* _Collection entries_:
================
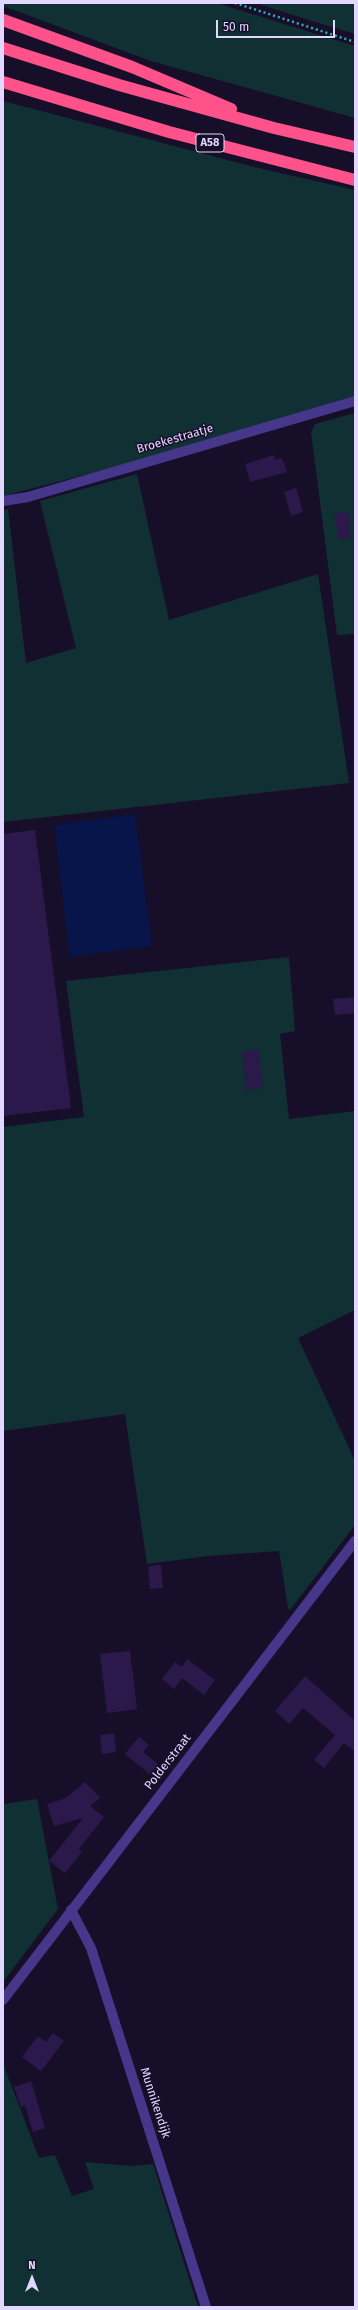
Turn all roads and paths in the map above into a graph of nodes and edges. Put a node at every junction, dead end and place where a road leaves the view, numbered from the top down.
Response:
1 (235, 3) edge
2 (3, 20) edge
3 (355, 42) edge
4 (3, 48) edge
5 (3, 82) edge
6 (274, 128) junction
7 (355, 147) edge
8 (355, 180) edge
9 (355, 401) edge
10 (3, 501) edge
11 (355, 1541) edge
12 (71, 1910) junction
13 (3, 2000) edge
14 (206, 2307) edge

1 - 3 path
2 - 6 highway
4 - 6 highway
5 - 8 highway, A58
6 - 7 highway
9 - 10 street, Broekestraatje
11 - 12 street, Polderstraat
12 - 13 street, Polderstraat
12 - 14 street, Munnikendijk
================
* _Task goal_: Copy out all the data above exactly as written. Skip the pictures.

* _Response area_:
Turn all roads and paths in the map above into a graph of nodes and edges. Put a node at every junction, dead end and place where a road leaves the view, numbered from the top down.
Response:
1 (235, 3) edge
2 (3, 20) edge
3 (355, 42) edge
4 (3, 48) edge
5 (3, 82) edge
6 (274, 128) junction
7 (355, 147) edge
8 (355, 180) edge
9 (355, 401) edge
10 (3, 501) edge
11 (355, 1541) edge
12 (71, 1910) junction
13 (3, 2000) edge
14 (206, 2307) edge

1 - 3 path
2 - 6 highway
4 - 6 highway
5 - 8 highway, A58
6 - 7 highway
9 - 10 street, Broekestraatje
11 - 12 street, Polderstraat
12 - 13 street, Polderstraat
12 - 14 street, Munnikendijk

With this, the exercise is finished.